Upregulation of Endothelial Receptor for Oxidized LDL (LOX-1) by Oxidized LDL and Implications in Apoptosis of Human Coronary Artery Endothelial Cells

Abstract

Abstract —A specific lectinlike endothelial receptor for oxidized low density lipoprotein (LOX-1), distinct from the scavenger receptor in monocytes/macrophages, has been identified and cloned. In this study, we examined the regulation of LOX-1 by oxidized low density lipoprotein (ox-LDL) and determined the role of LOX-1 in ox-LDL–induced apoptosis of cultured human coronary artery endothelial cells (HCAECs).
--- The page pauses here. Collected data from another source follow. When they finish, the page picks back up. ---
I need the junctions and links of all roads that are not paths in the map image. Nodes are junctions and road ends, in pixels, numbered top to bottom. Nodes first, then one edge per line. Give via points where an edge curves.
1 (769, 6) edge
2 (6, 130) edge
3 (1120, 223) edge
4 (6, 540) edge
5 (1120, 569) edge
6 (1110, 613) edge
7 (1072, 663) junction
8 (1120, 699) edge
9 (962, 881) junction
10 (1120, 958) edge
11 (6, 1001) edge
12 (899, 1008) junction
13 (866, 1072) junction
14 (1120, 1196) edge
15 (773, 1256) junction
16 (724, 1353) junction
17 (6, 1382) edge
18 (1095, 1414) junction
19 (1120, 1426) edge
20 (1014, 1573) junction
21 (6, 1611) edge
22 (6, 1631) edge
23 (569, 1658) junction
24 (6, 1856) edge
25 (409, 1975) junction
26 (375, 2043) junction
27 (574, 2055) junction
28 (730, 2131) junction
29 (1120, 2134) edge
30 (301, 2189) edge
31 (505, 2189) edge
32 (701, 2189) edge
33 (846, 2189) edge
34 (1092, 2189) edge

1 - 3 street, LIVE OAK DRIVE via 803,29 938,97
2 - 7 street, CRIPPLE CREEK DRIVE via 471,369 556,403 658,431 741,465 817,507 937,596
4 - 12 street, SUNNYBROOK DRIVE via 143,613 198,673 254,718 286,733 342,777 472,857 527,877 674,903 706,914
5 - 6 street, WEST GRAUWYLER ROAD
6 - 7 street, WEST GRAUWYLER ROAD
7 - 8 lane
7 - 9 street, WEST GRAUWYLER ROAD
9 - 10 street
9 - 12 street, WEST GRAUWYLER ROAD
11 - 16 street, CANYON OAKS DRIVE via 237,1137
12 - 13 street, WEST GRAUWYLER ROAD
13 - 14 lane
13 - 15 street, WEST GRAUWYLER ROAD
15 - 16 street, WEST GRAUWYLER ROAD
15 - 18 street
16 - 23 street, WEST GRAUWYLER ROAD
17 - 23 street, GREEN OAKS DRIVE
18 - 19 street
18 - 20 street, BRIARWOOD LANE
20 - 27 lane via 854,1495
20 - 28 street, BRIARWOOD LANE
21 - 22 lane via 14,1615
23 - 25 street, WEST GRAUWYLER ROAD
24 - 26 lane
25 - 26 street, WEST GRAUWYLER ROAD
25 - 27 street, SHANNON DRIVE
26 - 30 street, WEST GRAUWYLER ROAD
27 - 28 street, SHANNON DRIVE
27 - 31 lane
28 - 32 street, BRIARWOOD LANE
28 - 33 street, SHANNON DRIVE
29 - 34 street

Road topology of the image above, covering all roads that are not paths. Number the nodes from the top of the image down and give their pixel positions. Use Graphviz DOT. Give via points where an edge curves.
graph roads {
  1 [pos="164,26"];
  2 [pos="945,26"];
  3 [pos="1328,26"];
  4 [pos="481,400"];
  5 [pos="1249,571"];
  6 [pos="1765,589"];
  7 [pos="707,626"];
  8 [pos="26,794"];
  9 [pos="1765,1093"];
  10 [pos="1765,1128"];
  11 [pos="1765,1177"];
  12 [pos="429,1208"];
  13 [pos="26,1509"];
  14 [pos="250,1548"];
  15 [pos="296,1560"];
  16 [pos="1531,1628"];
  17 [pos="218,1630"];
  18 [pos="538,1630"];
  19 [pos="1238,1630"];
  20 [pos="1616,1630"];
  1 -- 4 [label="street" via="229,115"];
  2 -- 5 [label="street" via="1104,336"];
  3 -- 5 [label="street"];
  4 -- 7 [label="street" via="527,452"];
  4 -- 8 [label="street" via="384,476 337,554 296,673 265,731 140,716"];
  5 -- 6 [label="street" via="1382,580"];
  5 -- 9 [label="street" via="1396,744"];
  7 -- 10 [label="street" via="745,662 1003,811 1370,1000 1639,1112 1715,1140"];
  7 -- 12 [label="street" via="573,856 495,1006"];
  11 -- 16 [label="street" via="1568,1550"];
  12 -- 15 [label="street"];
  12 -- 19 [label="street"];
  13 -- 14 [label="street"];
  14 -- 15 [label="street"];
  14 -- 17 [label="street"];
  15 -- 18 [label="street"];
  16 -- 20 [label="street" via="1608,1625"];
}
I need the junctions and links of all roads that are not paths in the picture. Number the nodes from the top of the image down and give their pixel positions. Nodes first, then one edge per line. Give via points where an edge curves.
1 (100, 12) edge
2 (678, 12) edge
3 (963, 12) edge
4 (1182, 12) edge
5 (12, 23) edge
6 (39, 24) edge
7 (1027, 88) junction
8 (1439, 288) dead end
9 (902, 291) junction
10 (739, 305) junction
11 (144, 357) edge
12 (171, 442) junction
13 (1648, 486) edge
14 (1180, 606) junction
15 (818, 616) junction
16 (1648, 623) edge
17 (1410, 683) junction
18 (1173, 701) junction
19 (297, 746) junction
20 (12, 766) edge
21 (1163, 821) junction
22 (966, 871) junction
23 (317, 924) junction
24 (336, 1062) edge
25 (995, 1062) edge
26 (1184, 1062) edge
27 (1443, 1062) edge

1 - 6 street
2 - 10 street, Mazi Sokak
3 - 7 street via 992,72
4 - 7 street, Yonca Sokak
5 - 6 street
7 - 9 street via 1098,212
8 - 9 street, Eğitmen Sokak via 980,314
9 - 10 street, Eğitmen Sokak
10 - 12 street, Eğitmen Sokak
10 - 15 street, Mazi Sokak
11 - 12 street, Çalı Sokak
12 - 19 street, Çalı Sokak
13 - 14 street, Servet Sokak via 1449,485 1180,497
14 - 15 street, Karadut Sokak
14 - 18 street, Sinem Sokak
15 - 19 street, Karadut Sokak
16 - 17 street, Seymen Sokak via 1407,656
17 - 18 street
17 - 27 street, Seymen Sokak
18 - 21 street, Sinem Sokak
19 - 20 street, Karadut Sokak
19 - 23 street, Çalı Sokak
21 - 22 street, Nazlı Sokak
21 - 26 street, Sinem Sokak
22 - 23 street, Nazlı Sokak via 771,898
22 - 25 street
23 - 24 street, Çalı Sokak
Incubation of HCAECs with ox-LDL (40 μg/mL), but not native LDL, for 24 hours markedly increased LOX-1 expression (mRNA and protein). After 48 hours of preincubation of HCAECs with a specific antisense to LOX-1 mRNA (antisense LOX-1), ox-LDL–mediated upregulation of LOX-1 was suppressed ( P <0.01). In contrast, treatment of HCAECs with sense LOX-1 had no effect. Ox-LDL also induced apoptosis (determined by terminal deoxynucleotidyl transferase–mediated dUTP nick end-labeling and DNA laddering) of HCAECs in a concentration- and time-dependent fashion. LOX-1 played an important role in ox-LDL–mediated apoptosis of HCAECs because antisense LOX-1 inhibited this effect of ox-LDL. Polyinosinic acid and carrageenan, 2 different chemical inhibitors of LOX-1, also decreased ox-LDL–mediated apoptosis of HCAECs. Nuclear factor (NF)-κB was markedly activated in ox-LDL–treated HCAECs. The critical role of NF-κB activation became evident in experiments with antisense LOX-1, which abolished ox-LDL–mediated NF-κB activation. In this process, an NF-κB inhibitor, caffeic acid phenethyl ester, also inhibited ox-LDL–mediated apoptosis of HCAECs. These findings indicate that ox-LDL upregulates its own endothelial receptor. Ox-LDL–induced apoptosis is mediated by the action of LOX-1. In this process, NF-κB activation may play an important role as a signal transduction mechanism.